- _Action item_
Write out every entry again exactly as it stands.

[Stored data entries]
○ ○ ○ ○ ○ ○ ○

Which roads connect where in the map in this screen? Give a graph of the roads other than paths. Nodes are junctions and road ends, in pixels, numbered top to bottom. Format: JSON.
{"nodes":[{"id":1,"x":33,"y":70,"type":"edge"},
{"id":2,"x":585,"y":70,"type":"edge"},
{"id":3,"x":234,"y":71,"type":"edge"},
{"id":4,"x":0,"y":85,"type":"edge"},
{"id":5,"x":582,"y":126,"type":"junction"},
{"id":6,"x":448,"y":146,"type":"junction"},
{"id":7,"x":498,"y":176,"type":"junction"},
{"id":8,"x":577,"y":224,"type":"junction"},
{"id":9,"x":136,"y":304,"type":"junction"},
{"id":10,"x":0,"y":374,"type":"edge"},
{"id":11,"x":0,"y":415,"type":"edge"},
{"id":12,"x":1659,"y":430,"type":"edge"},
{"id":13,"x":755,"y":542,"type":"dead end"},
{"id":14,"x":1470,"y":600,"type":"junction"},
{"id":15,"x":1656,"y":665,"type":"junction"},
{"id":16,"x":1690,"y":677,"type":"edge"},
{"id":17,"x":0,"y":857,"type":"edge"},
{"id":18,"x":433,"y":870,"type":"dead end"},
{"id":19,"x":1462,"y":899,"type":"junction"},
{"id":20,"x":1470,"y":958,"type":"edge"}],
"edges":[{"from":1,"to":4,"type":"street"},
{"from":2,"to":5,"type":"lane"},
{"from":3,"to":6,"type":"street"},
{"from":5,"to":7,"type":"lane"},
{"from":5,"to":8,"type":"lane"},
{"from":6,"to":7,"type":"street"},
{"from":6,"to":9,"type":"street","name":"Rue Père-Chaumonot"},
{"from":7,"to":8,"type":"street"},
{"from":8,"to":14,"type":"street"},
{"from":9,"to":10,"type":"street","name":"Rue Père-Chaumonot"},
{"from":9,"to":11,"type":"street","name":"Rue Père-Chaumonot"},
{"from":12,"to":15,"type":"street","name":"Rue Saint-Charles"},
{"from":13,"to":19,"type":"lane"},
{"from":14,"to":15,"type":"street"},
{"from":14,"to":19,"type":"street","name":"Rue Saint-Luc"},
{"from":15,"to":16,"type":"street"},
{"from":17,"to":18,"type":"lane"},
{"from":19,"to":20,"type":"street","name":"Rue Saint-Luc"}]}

○ ○ ○ ○ ○ ○ ○

- _Task result_
Which roads connect where in the map in this screen? Give a graph of the roads other than paths. Nodes are junctions and road ends, in pixels, numbered top to bottom. Format: JSON.
{"nodes":[{"id":1,"x":33,"y":70,"type":"edge"},
{"id":2,"x":585,"y":70,"type":"edge"},
{"id":3,"x":234,"y":71,"type":"edge"},
{"id":4,"x":0,"y":85,"type":"edge"},
{"id":5,"x":582,"y":126,"type":"junction"},
{"id":6,"x":448,"y":146,"type":"junction"},
{"id":7,"x":498,"y":176,"type":"junction"},
{"id":8,"x":577,"y":224,"type":"junction"},
{"id":9,"x":136,"y":304,"type":"junction"},
{"id":10,"x":0,"y":374,"type":"edge"},
{"id":11,"x":0,"y":415,"type":"edge"},
{"id":12,"x":1659,"y":430,"type":"edge"},
{"id":13,"x":755,"y":542,"type":"dead end"},
{"id":14,"x":1470,"y":600,"type":"junction"},
{"id":15,"x":1656,"y":665,"type":"junction"},
{"id":16,"x":1690,"y":677,"type":"edge"},
{"id":17,"x":0,"y":857,"type":"edge"},
{"id":18,"x":433,"y":870,"type":"dead end"},
{"id":19,"x":1462,"y":899,"type":"junction"},
{"id":20,"x":1470,"y":958,"type":"edge"}],
"edges":[{"from":1,"to":4,"type":"street"},
{"from":2,"to":5,"type":"lane"},
{"from":3,"to":6,"type":"street"},
{"from":5,"to":7,"type":"lane"},
{"from":5,"to":8,"type":"lane"},
{"from":6,"to":7,"type":"street"},
{"from":6,"to":9,"type":"street","name":"Rue Père-Chaumonot"},
{"from":7,"to":8,"type":"street"},
{"from":8,"to":14,"type":"street"},
{"from":9,"to":10,"type":"street","name":"Rue Père-Chaumonot"},
{"from":9,"to":11,"type":"street","name":"Rue Père-Chaumonot"},
{"from":12,"to":15,"type":"street","name":"Rue Saint-Charles"},
{"from":13,"to":19,"type":"lane"},
{"from":14,"to":15,"type":"street"},
{"from":14,"to":19,"type":"street","name":"Rue Saint-Luc"},
{"from":15,"to":16,"type":"street"},
{"from":17,"to":18,"type":"lane"},
{"from":19,"to":20,"type":"street","name":"Rue Saint-Luc"}]}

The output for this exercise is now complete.